Case: Food For Thought

ドイツの大手スーパーマーケットチェーン・Kauflandが行った、斬新なプロモーションをご紹介。

ヘッドセット型のデバイスで脳波を測定し、算出された「性格タイプ」に応じておすすめの食べ物をレコメンドするシステムを開発。ブルガリア最大の技術カンファレンスの会場でデモンストレーションを行ったのです。

デモンストレーションにあわせ、同社はプロモーションムービーを公開。「いろんな品物が容易に手に入れられるようになりましたが、本当に“良い”ものを選ぶのは同じくらい難しくなりました」というナレーションとともに巨大なスーパーマーケットの店内の様子が映し出されます。

「“体に良い”だけでなく、体にとってもっとも効果を感じられるチョイスを提供できないか… そう考えた私たちは、もっとも体にとって重要な臓器である“脳”にフォーカスをあてることにしました」とナレーションが続き、今回のデモンストレーションにおけるコンセプトを説明します。
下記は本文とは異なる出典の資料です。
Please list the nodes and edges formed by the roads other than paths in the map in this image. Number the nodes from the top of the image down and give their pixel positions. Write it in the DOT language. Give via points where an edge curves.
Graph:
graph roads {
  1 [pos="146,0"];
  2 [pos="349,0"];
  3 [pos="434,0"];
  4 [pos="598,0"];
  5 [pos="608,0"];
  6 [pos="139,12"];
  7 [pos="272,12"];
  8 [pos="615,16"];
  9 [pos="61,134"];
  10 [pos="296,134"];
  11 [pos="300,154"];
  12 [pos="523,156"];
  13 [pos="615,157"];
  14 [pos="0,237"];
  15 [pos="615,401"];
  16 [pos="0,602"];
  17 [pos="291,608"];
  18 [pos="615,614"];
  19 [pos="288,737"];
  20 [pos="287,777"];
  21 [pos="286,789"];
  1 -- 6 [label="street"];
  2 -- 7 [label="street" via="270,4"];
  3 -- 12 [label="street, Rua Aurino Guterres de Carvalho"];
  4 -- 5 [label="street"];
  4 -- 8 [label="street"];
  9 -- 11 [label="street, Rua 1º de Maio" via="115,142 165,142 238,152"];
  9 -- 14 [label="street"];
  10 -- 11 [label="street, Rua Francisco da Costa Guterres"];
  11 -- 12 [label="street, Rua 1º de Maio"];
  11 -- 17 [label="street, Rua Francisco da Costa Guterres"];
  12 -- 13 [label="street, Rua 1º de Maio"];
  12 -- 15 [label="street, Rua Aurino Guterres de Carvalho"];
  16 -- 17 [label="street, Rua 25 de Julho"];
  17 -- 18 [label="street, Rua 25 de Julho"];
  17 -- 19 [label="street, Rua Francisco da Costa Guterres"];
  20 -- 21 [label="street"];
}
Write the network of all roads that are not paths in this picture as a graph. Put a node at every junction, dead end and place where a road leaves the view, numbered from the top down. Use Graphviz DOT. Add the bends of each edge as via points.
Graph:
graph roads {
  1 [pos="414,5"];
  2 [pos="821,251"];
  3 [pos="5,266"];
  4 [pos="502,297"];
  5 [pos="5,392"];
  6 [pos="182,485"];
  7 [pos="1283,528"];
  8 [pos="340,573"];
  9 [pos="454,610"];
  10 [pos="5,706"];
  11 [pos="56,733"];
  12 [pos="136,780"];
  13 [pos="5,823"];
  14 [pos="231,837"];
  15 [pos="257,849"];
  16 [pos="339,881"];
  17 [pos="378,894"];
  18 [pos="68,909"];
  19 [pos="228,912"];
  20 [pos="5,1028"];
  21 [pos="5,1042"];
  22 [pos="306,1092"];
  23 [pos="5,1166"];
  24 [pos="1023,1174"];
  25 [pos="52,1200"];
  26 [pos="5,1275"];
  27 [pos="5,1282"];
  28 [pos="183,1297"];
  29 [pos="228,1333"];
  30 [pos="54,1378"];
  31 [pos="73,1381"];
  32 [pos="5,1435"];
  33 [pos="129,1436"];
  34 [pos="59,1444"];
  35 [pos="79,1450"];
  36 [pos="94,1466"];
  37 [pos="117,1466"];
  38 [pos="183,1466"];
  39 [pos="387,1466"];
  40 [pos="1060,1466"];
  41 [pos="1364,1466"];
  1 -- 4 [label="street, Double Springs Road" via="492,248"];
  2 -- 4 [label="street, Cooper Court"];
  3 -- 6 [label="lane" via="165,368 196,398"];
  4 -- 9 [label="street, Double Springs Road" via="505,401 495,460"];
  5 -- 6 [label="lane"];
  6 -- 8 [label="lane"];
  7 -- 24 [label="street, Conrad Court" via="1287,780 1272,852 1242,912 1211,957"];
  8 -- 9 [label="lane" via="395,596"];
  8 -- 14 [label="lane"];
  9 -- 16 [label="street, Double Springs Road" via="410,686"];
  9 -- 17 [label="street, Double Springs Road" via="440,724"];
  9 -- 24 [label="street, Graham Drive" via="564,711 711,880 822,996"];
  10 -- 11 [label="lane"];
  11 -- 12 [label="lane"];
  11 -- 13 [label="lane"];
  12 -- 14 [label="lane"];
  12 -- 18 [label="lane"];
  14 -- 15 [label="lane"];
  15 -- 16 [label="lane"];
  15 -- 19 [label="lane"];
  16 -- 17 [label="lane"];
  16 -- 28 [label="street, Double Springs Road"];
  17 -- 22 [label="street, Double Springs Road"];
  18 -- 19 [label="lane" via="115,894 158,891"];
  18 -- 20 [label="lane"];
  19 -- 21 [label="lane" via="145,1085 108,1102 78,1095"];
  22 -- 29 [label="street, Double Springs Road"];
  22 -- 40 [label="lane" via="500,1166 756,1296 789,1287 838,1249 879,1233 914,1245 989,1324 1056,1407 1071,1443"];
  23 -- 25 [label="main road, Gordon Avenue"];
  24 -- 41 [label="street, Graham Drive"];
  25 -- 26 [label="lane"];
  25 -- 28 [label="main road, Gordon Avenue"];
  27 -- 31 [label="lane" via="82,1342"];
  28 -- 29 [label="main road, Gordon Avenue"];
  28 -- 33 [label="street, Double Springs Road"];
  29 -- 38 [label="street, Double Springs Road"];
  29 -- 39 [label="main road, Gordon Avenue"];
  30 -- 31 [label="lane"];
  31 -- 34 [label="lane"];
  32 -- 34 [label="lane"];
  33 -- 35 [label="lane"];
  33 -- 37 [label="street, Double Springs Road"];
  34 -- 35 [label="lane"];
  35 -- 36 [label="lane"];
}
同社は、ブルガリア最大の技術カンファレンスにデモブースを出展。

来場者にヘッドセット型の脳波測定デバイスをつけてもらい、計測結果をもとに性格のタイプを『Dreamer(夢を追う人)』『Pacifier(調停者)』『Thinker(思想家)』『Energizer(元気を与える人)』の4つに分類しました。

分類されたタイプに応じて、会場でスタッフが個別にコンサルティング。「いまのあなたにはこんな食べ物がオススメ」と、それぞれの性格が活性化するようチューニングされたメニューをプレゼントしたのです。

メニューの中身は、脳における感情や思考を司る部分の活性化に役立つ食材をメインとしたもの。
たとえば『Dreamer(夢を追う人)』の場合はアーモンド。『Energizer(元気を与える人)』の場合はウォールナッツ、『Thinker(思想家)』の場合は“ブラジル産のウォールナッツ”など、同じ食材でも性格タイプに応じてこまかくチューニングされているのが特徴です。

選択肢が増えるのは嬉しいけれど、その分「ホントに自分に合ったものってなんだろう?」と迷ってしまいがち。デモを通じ、「食を通じてより具体的なかたちで生活へのコミットを目指す」というメッセージを伝える、斬新なプロモーション施策でした。